2017年12月25日 15:35 公開

平均寿命1位、男性は滋賀、女性は長野

厚労省・2015年都道府県別生命表を公表

 厚生労働省は12月13日、2015年都道府県別生命表を公表した。この生命表は、死亡状況を都道府県単位で比較分析するため、国勢調査による日本の人口(確定数)と人口動態統計(確定数)による日本人の死亡数、出生数を基に1965年から5年(国勢調査年)ごとに作成されており、今回が11回目となる。都道府県別の平均寿命は、男性は滋賀県、女性は長野県が最も高く、男女とも青森県が最も低くなっている。

男女とも前回調査より平均寿命延長

 今回の生命表で、全国の平均寿命(0歳の平均余命)は男性で80.77年、女性で87.01年だった。都道府県別に見ると、男性では滋賀県(81.78年)が最も高く、長野県(81.75年)、京都府(81.40年)が続き、女性では長野県(87.675年)が最も高く、次いで岡山県(87.673年)、島根県(87.64年)の順となっている(表1)。

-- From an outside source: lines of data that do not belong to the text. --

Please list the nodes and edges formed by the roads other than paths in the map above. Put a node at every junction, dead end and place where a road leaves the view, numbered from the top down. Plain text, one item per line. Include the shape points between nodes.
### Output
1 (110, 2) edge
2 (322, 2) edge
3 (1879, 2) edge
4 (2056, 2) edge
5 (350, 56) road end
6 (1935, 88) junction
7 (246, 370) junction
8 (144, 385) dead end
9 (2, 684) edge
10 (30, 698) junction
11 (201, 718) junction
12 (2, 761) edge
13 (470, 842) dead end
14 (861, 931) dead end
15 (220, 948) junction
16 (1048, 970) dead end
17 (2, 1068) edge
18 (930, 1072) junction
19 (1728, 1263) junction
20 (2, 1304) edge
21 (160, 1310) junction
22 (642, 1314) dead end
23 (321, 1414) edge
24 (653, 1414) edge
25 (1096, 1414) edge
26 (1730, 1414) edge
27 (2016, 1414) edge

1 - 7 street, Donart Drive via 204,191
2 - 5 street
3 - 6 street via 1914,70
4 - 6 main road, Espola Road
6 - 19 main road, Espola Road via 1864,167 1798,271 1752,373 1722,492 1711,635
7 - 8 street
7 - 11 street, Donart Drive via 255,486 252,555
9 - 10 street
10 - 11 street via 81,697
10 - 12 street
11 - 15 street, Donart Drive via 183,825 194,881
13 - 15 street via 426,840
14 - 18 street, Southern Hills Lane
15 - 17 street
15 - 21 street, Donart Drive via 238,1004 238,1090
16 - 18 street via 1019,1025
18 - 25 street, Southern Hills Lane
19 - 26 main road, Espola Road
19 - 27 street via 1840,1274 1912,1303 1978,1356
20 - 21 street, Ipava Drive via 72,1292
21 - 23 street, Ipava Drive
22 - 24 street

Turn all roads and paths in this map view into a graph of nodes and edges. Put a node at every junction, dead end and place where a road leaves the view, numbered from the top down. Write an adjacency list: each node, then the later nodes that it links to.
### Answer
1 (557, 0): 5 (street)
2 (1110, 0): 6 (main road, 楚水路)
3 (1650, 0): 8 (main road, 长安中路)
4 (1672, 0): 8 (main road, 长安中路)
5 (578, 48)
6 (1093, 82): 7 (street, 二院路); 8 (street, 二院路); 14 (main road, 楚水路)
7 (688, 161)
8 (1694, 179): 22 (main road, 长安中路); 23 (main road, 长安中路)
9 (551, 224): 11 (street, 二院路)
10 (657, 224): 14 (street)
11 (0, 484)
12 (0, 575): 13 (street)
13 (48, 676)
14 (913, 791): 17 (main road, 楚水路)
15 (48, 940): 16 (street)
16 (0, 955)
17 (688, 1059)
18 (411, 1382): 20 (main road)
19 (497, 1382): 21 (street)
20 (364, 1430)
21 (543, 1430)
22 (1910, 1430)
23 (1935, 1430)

平均寿命が最も高い都道府県と最も低い都道府県(男女とも青森県)との差は男性3.11年、女性1.74年となっている。

表1. 都道府県別の平均寿命

 平均寿命の男女差は全国で6.23年であるが、都道府県別では青森県が7.27年と最も差が大きく、次いで沖縄県(7.17年)、鳥取県(7.10年)となっている。一方、男女差が最も小さいのは愛知県の5.76年、次いで滋賀県(5.79年)、岐阜県(5.82年)の順であった。1965年以降の平均寿命の推移を見ると、常に上位10位以内に入っているのは、男性では長野県、神奈川県の2県、女性では沖縄県、岡山県の2県であった。

 前回調査時(2010年)と今回を比べると、男女とも全都道府県で平均寿命は伸びている。顕著な伸びを示したのは、男性では長崎県(1.50年)、山口県(1.48年)、青森県(1.39年)、女性では鳥取県(1.19年)、群馬県(0.93年)、兵庫県(0.93年)であった。

全国の死因別死亡率トップは悪性新生物

 全国の死因別死亡率は、男女とも1位は悪性新生物(男性29.38%、女性20.35%)で、2位は心疾患(高血圧性を除く、以下同)であった(同14.26%、17.41%)。悪性新生物に心疾患、脳血管疾患を合わせると、男女ともに約半数を占めた(表2)。